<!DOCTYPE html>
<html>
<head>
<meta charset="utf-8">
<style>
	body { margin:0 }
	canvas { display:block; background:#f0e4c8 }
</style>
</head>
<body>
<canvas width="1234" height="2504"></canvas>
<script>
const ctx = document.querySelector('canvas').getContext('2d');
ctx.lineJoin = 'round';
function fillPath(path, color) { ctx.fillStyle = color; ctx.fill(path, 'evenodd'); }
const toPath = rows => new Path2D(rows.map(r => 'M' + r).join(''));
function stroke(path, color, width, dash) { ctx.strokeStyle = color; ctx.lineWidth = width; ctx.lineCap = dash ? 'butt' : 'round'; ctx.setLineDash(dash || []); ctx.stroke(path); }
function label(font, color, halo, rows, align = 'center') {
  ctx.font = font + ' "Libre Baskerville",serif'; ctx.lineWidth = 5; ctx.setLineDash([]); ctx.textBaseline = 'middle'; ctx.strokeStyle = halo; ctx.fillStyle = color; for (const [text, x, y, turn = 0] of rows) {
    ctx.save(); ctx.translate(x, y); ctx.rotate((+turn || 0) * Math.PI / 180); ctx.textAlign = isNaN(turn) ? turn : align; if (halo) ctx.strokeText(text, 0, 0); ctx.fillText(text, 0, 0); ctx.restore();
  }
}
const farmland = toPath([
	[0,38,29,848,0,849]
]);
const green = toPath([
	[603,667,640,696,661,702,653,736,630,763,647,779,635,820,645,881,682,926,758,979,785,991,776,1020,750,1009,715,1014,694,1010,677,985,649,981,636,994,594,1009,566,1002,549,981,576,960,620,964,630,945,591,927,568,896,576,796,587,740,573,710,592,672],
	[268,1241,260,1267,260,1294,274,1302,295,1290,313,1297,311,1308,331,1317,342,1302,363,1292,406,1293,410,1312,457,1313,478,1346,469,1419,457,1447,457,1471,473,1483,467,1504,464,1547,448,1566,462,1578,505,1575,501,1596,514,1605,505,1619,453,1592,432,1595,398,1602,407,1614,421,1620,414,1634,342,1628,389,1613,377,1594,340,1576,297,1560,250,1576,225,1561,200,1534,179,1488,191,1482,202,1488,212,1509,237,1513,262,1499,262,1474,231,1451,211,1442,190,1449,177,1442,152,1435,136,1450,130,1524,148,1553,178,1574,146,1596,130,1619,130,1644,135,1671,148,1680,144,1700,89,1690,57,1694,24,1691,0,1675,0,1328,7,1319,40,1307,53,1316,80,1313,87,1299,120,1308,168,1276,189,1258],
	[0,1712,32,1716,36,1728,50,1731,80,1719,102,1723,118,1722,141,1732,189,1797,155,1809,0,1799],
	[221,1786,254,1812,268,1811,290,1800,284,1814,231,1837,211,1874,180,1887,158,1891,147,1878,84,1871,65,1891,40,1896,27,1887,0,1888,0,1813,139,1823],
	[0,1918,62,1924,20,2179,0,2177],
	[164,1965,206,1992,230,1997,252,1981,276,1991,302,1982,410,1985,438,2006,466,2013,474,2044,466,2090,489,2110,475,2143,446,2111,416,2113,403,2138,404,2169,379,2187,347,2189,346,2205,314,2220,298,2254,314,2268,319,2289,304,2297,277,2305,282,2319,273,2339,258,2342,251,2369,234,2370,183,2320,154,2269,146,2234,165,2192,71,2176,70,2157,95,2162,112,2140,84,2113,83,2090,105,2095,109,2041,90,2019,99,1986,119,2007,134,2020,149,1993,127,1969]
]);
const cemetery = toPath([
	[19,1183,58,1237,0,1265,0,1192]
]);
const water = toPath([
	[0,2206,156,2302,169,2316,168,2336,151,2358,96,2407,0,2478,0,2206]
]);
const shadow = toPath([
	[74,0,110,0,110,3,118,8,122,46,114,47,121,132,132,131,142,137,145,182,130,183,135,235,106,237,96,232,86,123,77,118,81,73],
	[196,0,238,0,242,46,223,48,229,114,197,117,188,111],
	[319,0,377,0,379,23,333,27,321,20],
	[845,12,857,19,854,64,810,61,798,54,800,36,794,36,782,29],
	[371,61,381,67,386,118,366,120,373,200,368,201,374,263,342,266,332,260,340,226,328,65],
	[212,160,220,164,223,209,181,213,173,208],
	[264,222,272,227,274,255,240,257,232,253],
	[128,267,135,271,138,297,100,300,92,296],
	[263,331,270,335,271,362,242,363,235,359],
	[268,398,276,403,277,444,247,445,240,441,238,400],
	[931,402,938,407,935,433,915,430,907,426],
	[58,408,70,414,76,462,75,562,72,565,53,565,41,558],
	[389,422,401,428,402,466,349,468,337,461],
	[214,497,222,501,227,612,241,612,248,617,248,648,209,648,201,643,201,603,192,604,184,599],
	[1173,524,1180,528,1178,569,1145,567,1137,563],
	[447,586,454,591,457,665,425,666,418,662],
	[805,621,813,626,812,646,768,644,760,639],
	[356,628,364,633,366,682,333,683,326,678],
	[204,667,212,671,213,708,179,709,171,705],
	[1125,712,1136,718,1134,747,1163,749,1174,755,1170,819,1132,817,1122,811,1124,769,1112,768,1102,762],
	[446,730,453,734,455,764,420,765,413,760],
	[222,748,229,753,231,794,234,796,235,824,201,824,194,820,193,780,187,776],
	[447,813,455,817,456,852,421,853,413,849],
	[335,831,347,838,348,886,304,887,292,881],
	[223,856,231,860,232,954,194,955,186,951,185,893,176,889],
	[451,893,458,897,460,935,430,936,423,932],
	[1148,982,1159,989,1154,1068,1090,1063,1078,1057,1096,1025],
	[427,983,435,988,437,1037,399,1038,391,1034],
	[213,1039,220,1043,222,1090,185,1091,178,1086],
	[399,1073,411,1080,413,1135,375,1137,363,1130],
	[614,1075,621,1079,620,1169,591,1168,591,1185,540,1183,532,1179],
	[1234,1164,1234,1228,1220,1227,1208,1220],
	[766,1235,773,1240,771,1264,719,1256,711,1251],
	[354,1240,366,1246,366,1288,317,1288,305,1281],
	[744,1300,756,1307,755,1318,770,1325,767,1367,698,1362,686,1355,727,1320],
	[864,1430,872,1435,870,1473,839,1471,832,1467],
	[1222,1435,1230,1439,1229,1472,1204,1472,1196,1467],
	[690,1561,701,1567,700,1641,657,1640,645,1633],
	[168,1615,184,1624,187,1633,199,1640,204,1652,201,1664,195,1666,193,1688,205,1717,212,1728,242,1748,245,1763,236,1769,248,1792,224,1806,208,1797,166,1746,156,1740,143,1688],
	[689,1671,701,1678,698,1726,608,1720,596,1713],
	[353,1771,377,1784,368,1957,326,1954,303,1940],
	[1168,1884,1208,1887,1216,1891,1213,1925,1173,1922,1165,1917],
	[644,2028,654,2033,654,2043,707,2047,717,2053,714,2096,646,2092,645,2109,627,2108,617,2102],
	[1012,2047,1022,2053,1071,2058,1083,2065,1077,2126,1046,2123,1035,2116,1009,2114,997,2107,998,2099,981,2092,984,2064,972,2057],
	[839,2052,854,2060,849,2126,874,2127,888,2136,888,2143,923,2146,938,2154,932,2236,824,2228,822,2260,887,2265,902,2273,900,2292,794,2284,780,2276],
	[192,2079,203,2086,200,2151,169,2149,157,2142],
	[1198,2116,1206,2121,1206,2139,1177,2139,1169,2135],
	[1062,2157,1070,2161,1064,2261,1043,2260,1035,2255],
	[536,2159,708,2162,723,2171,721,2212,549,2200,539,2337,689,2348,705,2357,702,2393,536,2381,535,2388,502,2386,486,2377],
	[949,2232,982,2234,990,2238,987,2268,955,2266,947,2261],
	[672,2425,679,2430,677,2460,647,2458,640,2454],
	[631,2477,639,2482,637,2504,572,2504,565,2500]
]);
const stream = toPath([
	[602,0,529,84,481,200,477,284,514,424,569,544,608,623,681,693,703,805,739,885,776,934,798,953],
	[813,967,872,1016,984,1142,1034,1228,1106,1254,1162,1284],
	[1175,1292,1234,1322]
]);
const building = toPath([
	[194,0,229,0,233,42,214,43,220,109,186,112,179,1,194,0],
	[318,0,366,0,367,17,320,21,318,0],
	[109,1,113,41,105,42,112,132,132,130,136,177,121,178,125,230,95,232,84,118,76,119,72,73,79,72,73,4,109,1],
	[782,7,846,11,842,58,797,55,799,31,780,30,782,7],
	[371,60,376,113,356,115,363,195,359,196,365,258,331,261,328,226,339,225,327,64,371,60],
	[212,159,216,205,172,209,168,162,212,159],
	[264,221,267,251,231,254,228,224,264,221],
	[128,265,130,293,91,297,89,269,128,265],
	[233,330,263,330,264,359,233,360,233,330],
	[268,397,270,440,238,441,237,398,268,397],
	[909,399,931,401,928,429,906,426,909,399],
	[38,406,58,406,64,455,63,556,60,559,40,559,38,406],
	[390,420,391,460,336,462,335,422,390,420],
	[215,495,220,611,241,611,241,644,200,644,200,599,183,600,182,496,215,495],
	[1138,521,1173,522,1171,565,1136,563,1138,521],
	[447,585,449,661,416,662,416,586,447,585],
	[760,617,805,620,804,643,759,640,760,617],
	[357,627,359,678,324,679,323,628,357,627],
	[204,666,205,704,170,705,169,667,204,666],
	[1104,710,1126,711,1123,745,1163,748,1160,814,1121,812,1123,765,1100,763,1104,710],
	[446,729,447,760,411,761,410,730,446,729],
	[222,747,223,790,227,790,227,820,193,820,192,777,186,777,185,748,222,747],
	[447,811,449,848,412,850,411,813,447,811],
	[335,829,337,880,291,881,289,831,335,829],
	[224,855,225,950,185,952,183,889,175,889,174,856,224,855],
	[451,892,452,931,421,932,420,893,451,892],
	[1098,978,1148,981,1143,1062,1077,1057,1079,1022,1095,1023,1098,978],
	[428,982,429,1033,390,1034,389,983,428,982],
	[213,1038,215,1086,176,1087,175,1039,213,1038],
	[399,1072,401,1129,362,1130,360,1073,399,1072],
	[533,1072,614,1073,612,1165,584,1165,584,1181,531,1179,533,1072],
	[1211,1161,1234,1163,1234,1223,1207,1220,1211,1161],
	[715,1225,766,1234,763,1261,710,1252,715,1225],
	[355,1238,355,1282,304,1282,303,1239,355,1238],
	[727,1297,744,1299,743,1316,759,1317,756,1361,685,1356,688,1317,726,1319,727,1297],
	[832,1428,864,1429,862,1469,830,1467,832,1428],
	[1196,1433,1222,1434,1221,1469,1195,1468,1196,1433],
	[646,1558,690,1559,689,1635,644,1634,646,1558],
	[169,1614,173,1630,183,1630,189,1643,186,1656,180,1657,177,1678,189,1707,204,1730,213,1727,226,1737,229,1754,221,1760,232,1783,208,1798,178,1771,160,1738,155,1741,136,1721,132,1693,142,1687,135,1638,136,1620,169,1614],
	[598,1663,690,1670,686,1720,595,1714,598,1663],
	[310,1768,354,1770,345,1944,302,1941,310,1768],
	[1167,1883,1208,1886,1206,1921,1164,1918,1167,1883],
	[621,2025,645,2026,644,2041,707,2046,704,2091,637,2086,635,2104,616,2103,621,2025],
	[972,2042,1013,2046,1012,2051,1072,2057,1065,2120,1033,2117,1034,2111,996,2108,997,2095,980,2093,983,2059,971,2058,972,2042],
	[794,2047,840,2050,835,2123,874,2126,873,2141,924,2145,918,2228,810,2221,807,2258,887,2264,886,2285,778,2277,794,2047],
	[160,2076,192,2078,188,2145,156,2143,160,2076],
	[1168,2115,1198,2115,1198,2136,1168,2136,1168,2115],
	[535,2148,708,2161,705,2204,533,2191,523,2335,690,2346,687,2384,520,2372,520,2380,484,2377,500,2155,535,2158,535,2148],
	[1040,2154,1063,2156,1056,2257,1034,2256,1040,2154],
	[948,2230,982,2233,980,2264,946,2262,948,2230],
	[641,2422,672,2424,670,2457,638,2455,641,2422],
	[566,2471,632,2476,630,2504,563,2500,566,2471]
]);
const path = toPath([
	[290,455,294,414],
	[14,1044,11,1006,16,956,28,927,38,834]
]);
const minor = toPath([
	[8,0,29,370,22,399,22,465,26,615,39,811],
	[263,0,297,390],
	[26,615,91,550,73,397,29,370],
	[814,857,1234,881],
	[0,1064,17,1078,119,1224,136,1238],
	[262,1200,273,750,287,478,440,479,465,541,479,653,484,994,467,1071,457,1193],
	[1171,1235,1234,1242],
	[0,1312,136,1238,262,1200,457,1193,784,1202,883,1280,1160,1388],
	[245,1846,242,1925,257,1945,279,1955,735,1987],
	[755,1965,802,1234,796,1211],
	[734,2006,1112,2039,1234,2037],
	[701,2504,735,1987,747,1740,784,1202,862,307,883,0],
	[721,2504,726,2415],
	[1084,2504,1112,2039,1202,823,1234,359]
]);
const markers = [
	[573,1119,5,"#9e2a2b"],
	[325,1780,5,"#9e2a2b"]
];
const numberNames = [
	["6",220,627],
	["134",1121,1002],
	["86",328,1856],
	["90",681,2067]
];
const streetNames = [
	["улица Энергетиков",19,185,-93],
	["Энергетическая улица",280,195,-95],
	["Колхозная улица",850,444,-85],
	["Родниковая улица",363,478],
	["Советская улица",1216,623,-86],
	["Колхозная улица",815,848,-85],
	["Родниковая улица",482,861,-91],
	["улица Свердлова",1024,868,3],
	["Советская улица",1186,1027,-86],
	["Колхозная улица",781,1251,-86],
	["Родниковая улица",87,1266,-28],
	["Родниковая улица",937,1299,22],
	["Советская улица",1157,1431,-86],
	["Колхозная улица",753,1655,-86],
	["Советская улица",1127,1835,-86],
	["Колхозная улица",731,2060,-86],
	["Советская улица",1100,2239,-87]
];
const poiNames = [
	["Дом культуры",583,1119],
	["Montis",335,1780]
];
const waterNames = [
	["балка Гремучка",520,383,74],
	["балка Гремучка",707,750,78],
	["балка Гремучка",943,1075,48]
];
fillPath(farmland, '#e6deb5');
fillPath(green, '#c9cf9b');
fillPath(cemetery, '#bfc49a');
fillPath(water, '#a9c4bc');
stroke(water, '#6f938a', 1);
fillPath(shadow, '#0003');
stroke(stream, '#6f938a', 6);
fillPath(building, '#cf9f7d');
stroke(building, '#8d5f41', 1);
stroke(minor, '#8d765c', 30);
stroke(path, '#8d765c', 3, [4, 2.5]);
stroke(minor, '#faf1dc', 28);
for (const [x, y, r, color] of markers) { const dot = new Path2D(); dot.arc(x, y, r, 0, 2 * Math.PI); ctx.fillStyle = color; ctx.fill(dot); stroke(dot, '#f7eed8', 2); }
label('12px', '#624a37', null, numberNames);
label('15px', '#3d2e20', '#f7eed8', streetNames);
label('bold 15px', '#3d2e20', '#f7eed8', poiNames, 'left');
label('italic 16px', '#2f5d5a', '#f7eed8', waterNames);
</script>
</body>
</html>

** Problem **
Set down, unchanged, only those lines above that fall between the line with "function fillPath(path, color)" and the line with "const toPath = rows", the two end lines included.

** Expected output **
function fillPath(path, color) { ctx.fillStyle = color; ctx.fill(path, 'evenodd'); }
const toPath = rows => new Path2D(rows.map(r => 'M' + r).join(''));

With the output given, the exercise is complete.